Le groupe de prêt-à-porter français Burton of London, en procédure de sauvegarde depuis octobre dernier, va baisser le rideau de 26 de ses 109 magasins ce samedi.
Trois points de vente ont d'ores et déjà été fermés, selon une source syndicale.
Au total, 221 salariés pourraient perdre leur emploi.

Depuis des semaines, les noms des enseignes fragilisées s'enchaînent les uns après les autres. La crise qui touche l'habillement a fait une nouvelle victime : la chaîne française de magasins Burton of London ferme, ce samedi 25 février, 26 de ses 109 points de vente, "un maximum" de 221 emplois sur 441 étant potentiellement menacés. 

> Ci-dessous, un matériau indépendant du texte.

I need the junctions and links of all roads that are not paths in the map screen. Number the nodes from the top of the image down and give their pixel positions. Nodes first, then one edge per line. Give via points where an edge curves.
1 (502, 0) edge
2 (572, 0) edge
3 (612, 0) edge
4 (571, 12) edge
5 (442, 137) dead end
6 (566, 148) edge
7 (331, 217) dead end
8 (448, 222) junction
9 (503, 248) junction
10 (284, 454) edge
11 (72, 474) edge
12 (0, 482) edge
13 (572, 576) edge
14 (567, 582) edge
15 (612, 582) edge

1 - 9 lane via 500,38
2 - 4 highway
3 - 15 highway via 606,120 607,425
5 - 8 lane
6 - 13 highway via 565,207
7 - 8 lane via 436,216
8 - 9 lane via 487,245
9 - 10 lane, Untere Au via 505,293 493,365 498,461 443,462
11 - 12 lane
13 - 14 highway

Au total, "26 magasins Burton vont fermer dès demain samedi" dont ceux d'Aix-en-Provence, Clermont-Ferrand, la Roche-sur-Yon, Créteil, Montauban ou encore Paris Montparnasse, a indiqué vendredi à l'AFP Anne-Marie Da Costa, déléguée syndicale de la CFTC, qui précise que "trois magasins ont déjà été fermés". Le syndicat, majoritaire au sein de la chaîne, ajoute que selon le plan de sauvegarde de l'emploi, homologué il y a quelques jours auprès de la Drieets (Direction régionale de l'économie, de l'emploi, du travail et des solidarités), "221 salariés sur 441 vont être licenciés", "62 magasins vont être fermés ou cédés, et 47 seulement resteront ouverts".

"On sera plus proche de 110 ou 120" licenciements

Initialement filiale française d'une marque anglaise fondée en 1904, le groupe avait été racheté pour un euro symbolique fin 2020 par l'entrepreneur Thierry Le Guénic. Celle qui se définit comme "la plus anglaise des marques françaises" avait été placée en procédure de sauvegarde en octobre dernier. 

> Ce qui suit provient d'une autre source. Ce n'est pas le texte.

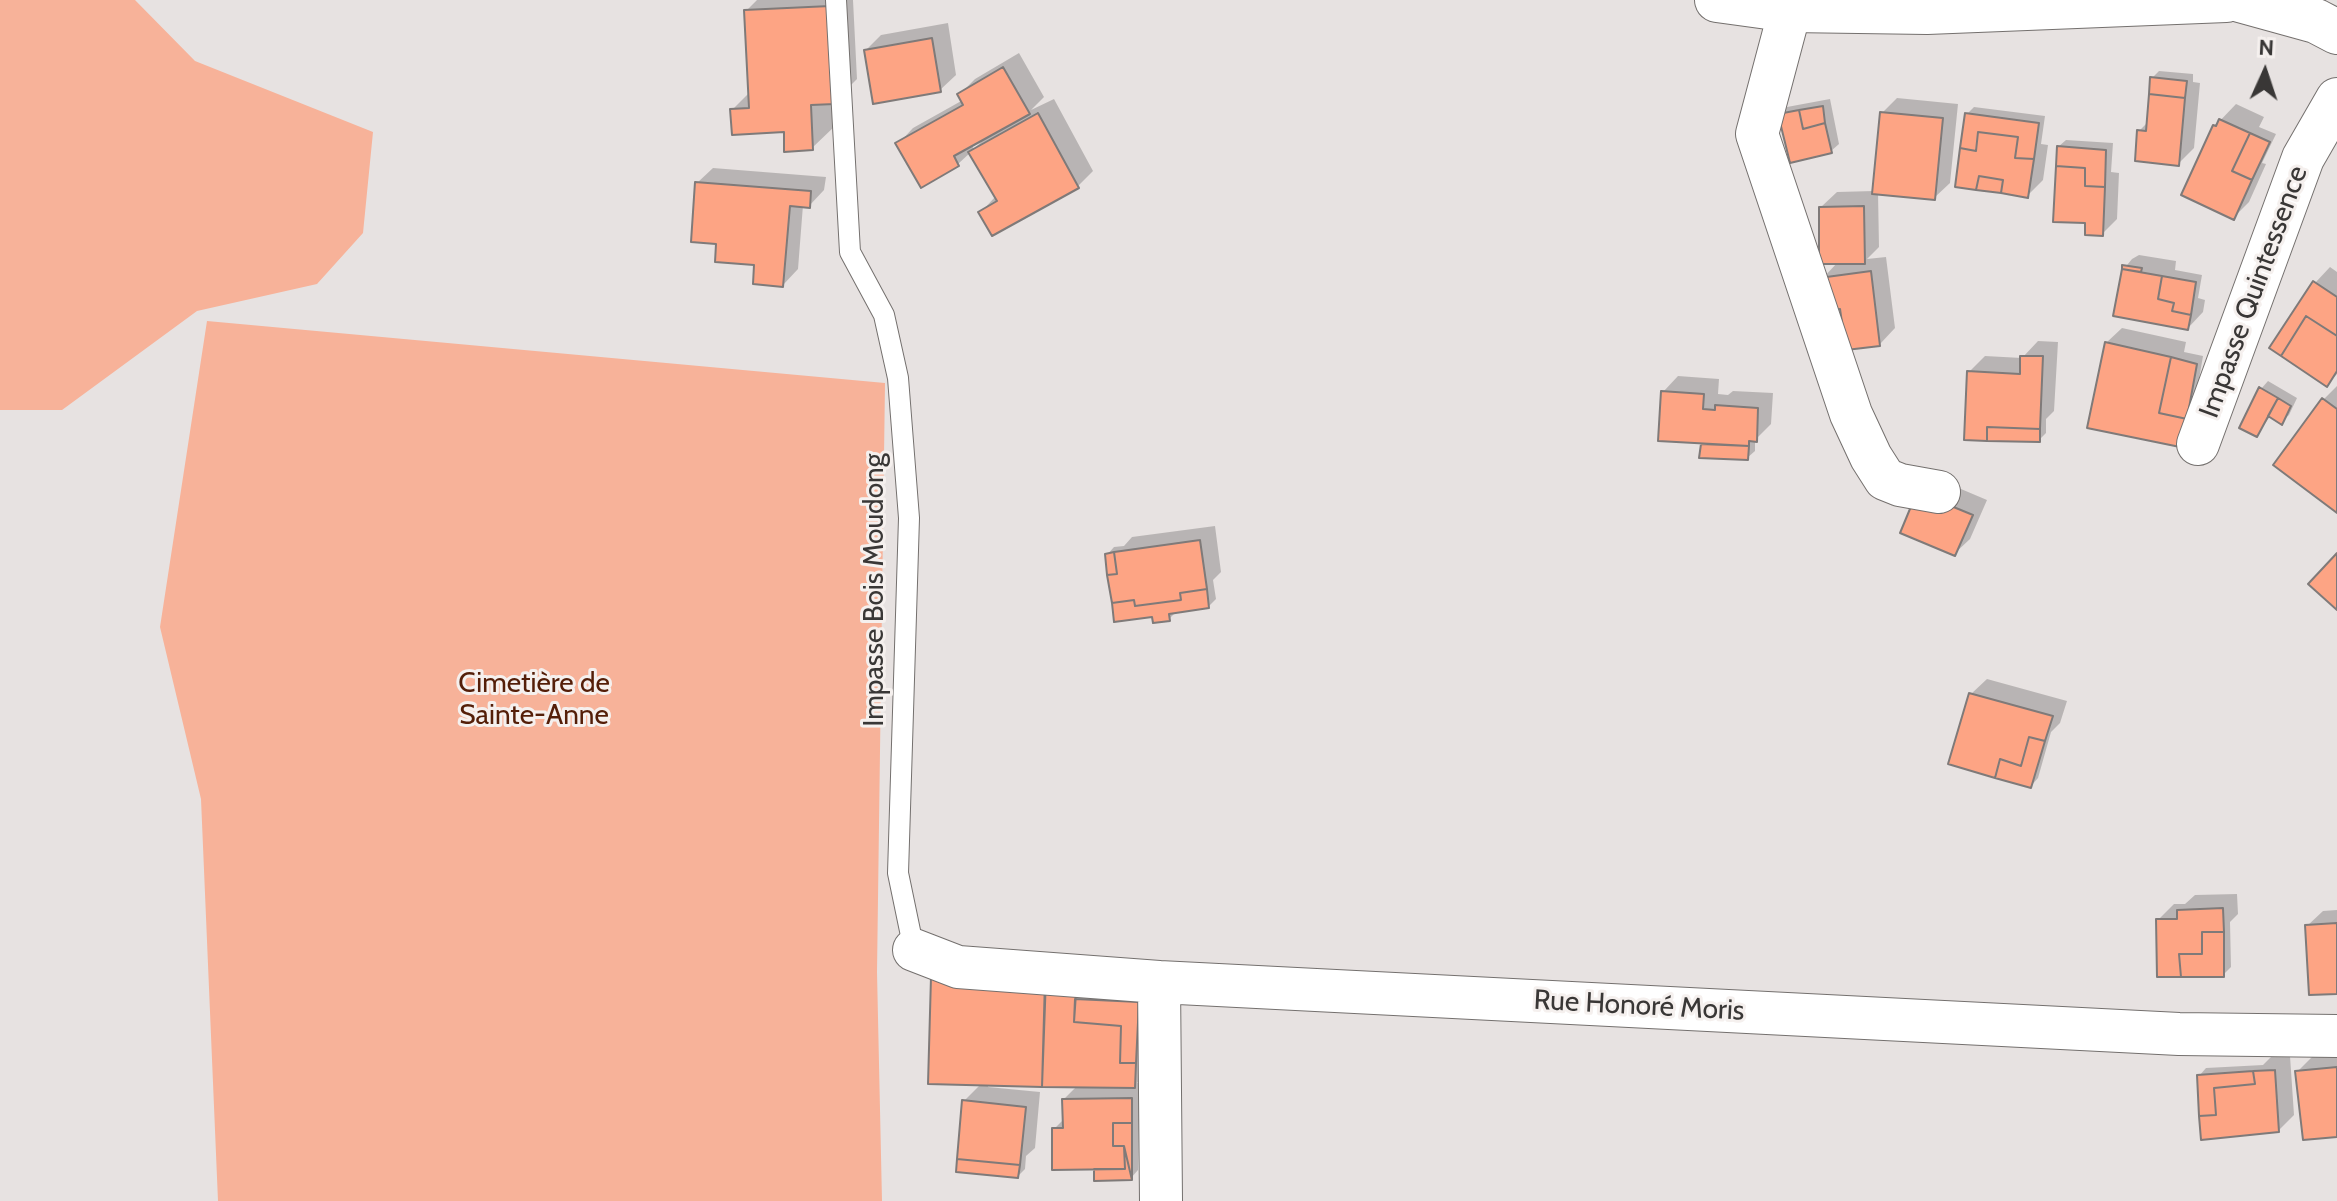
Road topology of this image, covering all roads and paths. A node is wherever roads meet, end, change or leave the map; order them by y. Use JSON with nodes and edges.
{"nodes":[{"id":1,"x":836,"y":0,"type":"edge"},
{"id":2,"x":1717,"y":0,"type":"edge"},
{"id":3,"x":2226,"y":0,"type":"edge"},
{"id":4,"x":2240,"y":0,"type":"edge"},
{"id":5,"x":1790,"y":10,"type":"junction"},
{"id":6,"x":2337,"y":32,"type":"edge"},
{"id":7,"x":2337,"y":99,"type":"edge"},
{"id":8,"x":2198,"y":444,"type":"dead end"},
{"id":9,"x":1939,"y":492,"type":"dead end"},
{"id":10,"x":914,"y":950,"type":"joint"},
{"id":11,"x":1159,"y":982,"type":"junction"},
{"id":12,"x":2337,"y":1036,"type":"edge"},
{"id":13,"x":1161,"y":1201,"type":"edge"}],
"edges":[{"from":1,"to":10,"type":"lane","name":"Impasse Bois Moudong"},
{"from":2,"to":5,"type":"main road"},
{"from":3,"to":5,"type":"main road"},
{"from":4,"to":6,"type":"main road"},
{"from":5,"to":9,"type":"street"},
{"from":7,"to":8,"type":"street","name":"Impasse Quintessence"},
{"from":10,"to":11,"type":"street","name":"Rue Honoré Moris"},
{"from":11,"to":12,"type":"street","name":"Rue Honoré Moris"},
{"from":11,"to":13,"type":"street"}]}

Dans un communiqué, la CFTC dit "s'inquiéter pour les emplois restants et la vente future des magasins", dénonçant "une véritable casse sociale, d'autant que le plan de sauvegarde de l'emploi prévoit des mesures sociales très faibles voire déplorables, alors que le dirigeant est détenteur de plusieurs entreprises avec des moyens colossaux".

De son côté, Thierry Le Guénic, actionnaire majoritaire, a indiqué à l'AFP que l'entreprise avait "été mise en sauvegarde afin de créer un nouveau projet pour Burton, qui passe par le fait qu'on doit rentabiliser l'entreprise". Même si la crise du Covid a pesé, "les origines des difficultés sont antérieures, selon lui. Les 26 magasins qui ferment samedi au public sont des magasins qui depuis dix ans ne sont pas rentables, on ne peut pas les garder".

Il assure que le chiffre de 221 licenciements pour 441 salariés "c'est le maximum du maximum, mais je pense qu'on sera plus proche de 110 ou 120" grâce aux cessions de magasins, "pour moi la priorité est de les céder avec reprise du personnel", a-t-il affirmé. "Il y a déjà deux ou trois dossiers sur lesquels nous avons des accords, qui reprennent tout ou une partie du personnel", a indiqué pour sa part à l'AFP Charles-Henri Carboni, un des administrateurs judiciaires en charge du dossier.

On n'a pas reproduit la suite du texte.